DATA FOR ANALYSIS Start Marker

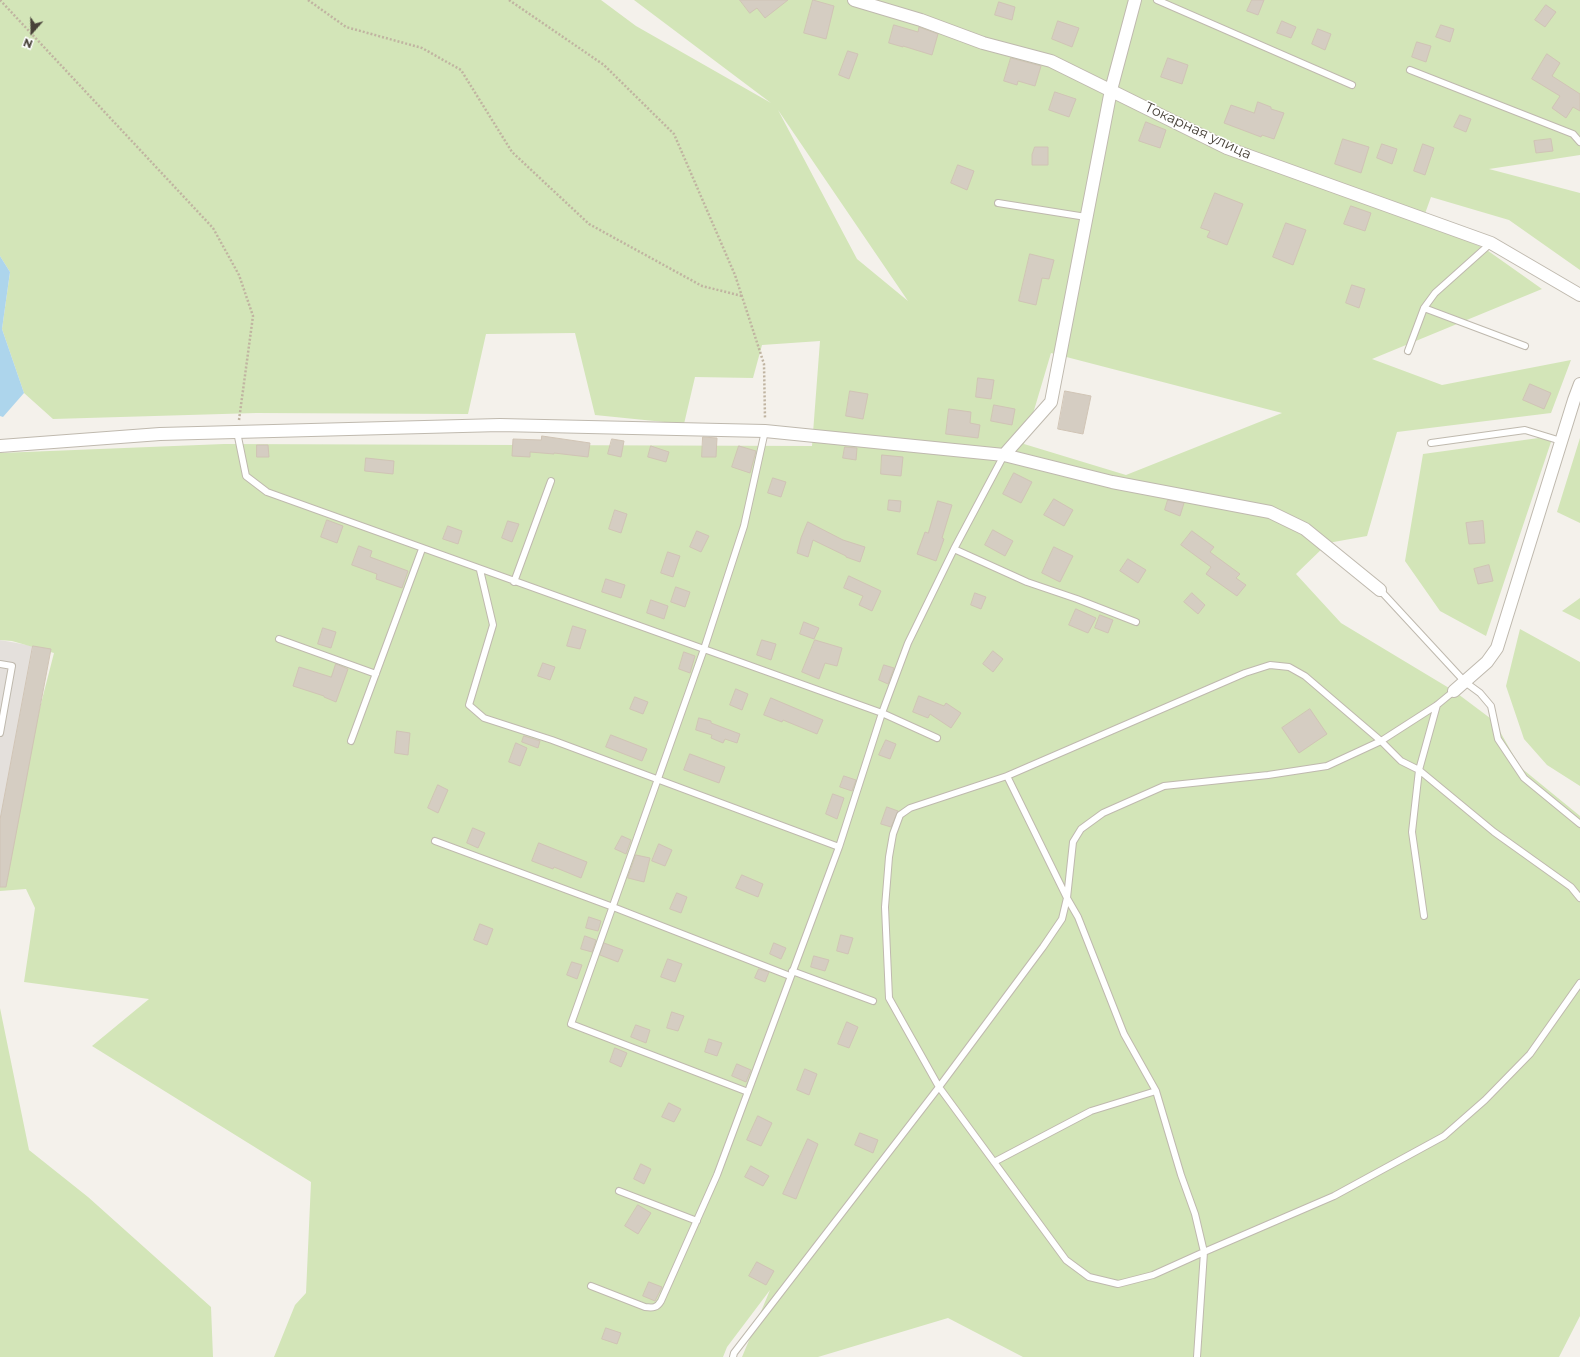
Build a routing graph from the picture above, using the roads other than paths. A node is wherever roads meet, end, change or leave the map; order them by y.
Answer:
1 (854, 0) edge
2 (1135, 0) edge
3 (1158, 0) edge
4 (1410, 70) dead end
5 (1352, 85) dead end
6 (1110, 90) junction
7 (1580, 142) edge
8 (998, 203) dead end
9 (1086, 217) junction
10 (1491, 243) junction
11 (1580, 295) edge
12 (1424, 308) junction
13 (1525, 346) dead end
14 (1408, 350) dead end
15 (1580, 384) edge
16 (765, 431) junction
17 (237, 432) junction
18 (1561, 441) junction
19 (1431, 443) dead end
20 (0, 446) edge
21 (1004, 455) junction
22 (551, 481) dead end
23 (422, 549) junction
24 (954, 549) junction
25 (480, 570) junction
26 (514, 582) junction
27 (1380, 590) joint
28 (1136, 622) dead end
29 (279, 639) dead end
30 (704, 649) junction
31 (0, 664) edge
32 (376, 674) junction
33 (1465, 682) junction
34 (1454, 691) joint
35 (1437, 705) junction
36 (882, 713) junction
37 (0, 733) edge
38 (937, 738) dead end
39 (351, 741) dead end
40 (1381, 741) junction
41 (1420, 770) junction
42 (1007, 776) junction
43 (658, 779) junction
44 (1580, 824) edge
45 (434, 841) dead end
46 (839, 847) junction
47 (1067, 898) junction
48 (1580, 898) edge
49 (613, 907) junction
50 (1424, 916) dead end
51 (791, 974) junction
52 (1580, 983) edge
53 (872, 1001) dead end
54 (940, 1087) junction
55 (1156, 1091) junction
56 (748, 1092) junction
57 (994, 1162) junction
58 (619, 1191) dead end
59 (697, 1221) junction
60 (1204, 1252) junction
61 (591, 1286) dead end
62 (733, 1357) edge
63 (1197, 1357) edge

1 - 6 street, Токарная улица
2 - 6 street
3 - 5 lane
4 - 7 lane
6 - 9 street
6 - 10 street, Токарная улица
8 - 9 lane
9 - 21 street
10 - 11 street, Токарная улица
10 - 12 lane
12 - 13 lane
12 - 14 lane
15 - 18 street
16 - 17 street
16 - 21 street
16 - 30 lane
17 - 20 street
17 - 23 lane
18 - 19 lane
18 - 33 street
21 - 24 lane
21 - 27 street
22 - 26 lane
23 - 25 lane
23 - 32 lane
24 - 28 lane
24 - 36 lane
25 - 26 lane
25 - 43 lane
26 - 30 lane
27 - 33 lane
29 - 32 lane
30 - 36 lane
30 - 43 lane
31 - 37 lane
32 - 39 lane
33 - 34 street
33 - 44 lane
34 - 35 lane
35 - 40 lane
35 - 41 lane
36 - 38 lane
36 - 46 lane
40 - 41 lane
40 - 42 lane
40 - 47 lane
41 - 48 lane
41 - 50 lane
42 - 47 lane
42 - 54 lane
43 - 46 lane
43 - 49 lane
45 - 49 lane
46 - 51 lane
47 - 54 lane
47 - 55 lane
49 - 51 lane
49 - 56 lane
51 - 53 lane
51 - 56 lane
52 - 60 lane
54 - 57 lane
54 - 62 lane
55 - 57 lane
55 - 60 lane
56 - 59 lane
57 - 60 lane
58 - 59 lane
59 - 61 lane
60 - 63 lane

DATA FOR ANALYSIS End Marker

*WHAT THE TASK REQUIRES*
Transcribe every entry word for word, excluding images.

*RESPONSE TO THIS TASK*
Build a routing graph from the picture above, using the roads other than paths. A node is wherever roads meet, end, change or leave the map; order them by y.
Answer:
1 (854, 0) edge
2 (1135, 0) edge
3 (1158, 0) edge
4 (1410, 70) dead end
5 (1352, 85) dead end
6 (1110, 90) junction
7 (1580, 142) edge
8 (998, 203) dead end
9 (1086, 217) junction
10 (1491, 243) junction
11 (1580, 295) edge
12 (1424, 308) junction
13 (1525, 346) dead end
14 (1408, 350) dead end
15 (1580, 384) edge
16 (765, 431) junction
17 (237, 432) junction
18 (1561, 441) junction
19 (1431, 443) dead end
20 (0, 446) edge
21 (1004, 455) junction
22 (551, 481) dead end
23 (422, 549) junction
24 (954, 549) junction
25 (480, 570) junction
26 (514, 582) junction
27 (1380, 590) joint
28 (1136, 622) dead end
29 (279, 639) dead end
30 (704, 649) junction
31 (0, 664) edge
32 (376, 674) junction
33 (1465, 682) junction
34 (1454, 691) joint
35 (1437, 705) junction
36 (882, 713) junction
37 (0, 733) edge
38 (937, 738) dead end
39 (351, 741) dead end
40 (1381, 741) junction
41 (1420, 770) junction
42 (1007, 776) junction
43 (658, 779) junction
44 (1580, 824) edge
45 (434, 841) dead end
46 (839, 847) junction
47 (1067, 898) junction
48 (1580, 898) edge
49 (613, 907) junction
50 (1424, 916) dead end
51 (791, 974) junction
52 (1580, 983) edge
53 (872, 1001) dead end
54 (940, 1087) junction
55 (1156, 1091) junction
56 (748, 1092) junction
57 (994, 1162) junction
58 (619, 1191) dead end
59 (697, 1221) junction
60 (1204, 1252) junction
61 (591, 1286) dead end
62 (733, 1357) edge
63 (1197, 1357) edge

1 - 6 street, Токарная улица
2 - 6 street
3 - 5 lane
4 - 7 lane
6 - 9 street
6 - 10 street, Токарная улица
8 - 9 lane
9 - 21 street
10 - 11 street, Токарная улица
10 - 12 lane
12 - 13 lane
12 - 14 lane
15 - 18 street
16 - 17 street
16 - 21 street
16 - 30 lane
17 - 20 street
17 - 23 lane
18 - 19 lane
18 - 33 street
21 - 24 lane
21 - 27 street
22 - 26 lane
23 - 25 lane
23 - 32 lane
24 - 28 lane
24 - 36 lane
25 - 26 lane
25 - 43 lane
26 - 30 lane
27 - 33 lane
29 - 32 lane
30 - 36 lane
30 - 43 lane
31 - 37 lane
32 - 39 lane
33 - 34 street
33 - 44 lane
34 - 35 lane
35 - 40 lane
35 - 41 lane
36 - 38 lane
36 - 46 lane
40 - 41 lane
40 - 42 lane
40 - 47 lane
41 - 48 lane
41 - 50 lane
42 - 47 lane
42 - 54 lane
43 - 46 lane
43 - 49 lane
45 - 49 lane
46 - 51 lane
47 - 54 lane
47 - 55 lane
49 - 51 lane
49 - 56 lane
51 - 53 lane
51 - 56 lane
52 - 60 lane
54 - 57 lane
54 - 62 lane
55 - 57 lane
55 - 60 lane
56 - 59 lane
57 - 60 lane
58 - 59 lane
59 - 61 lane
60 - 63 lane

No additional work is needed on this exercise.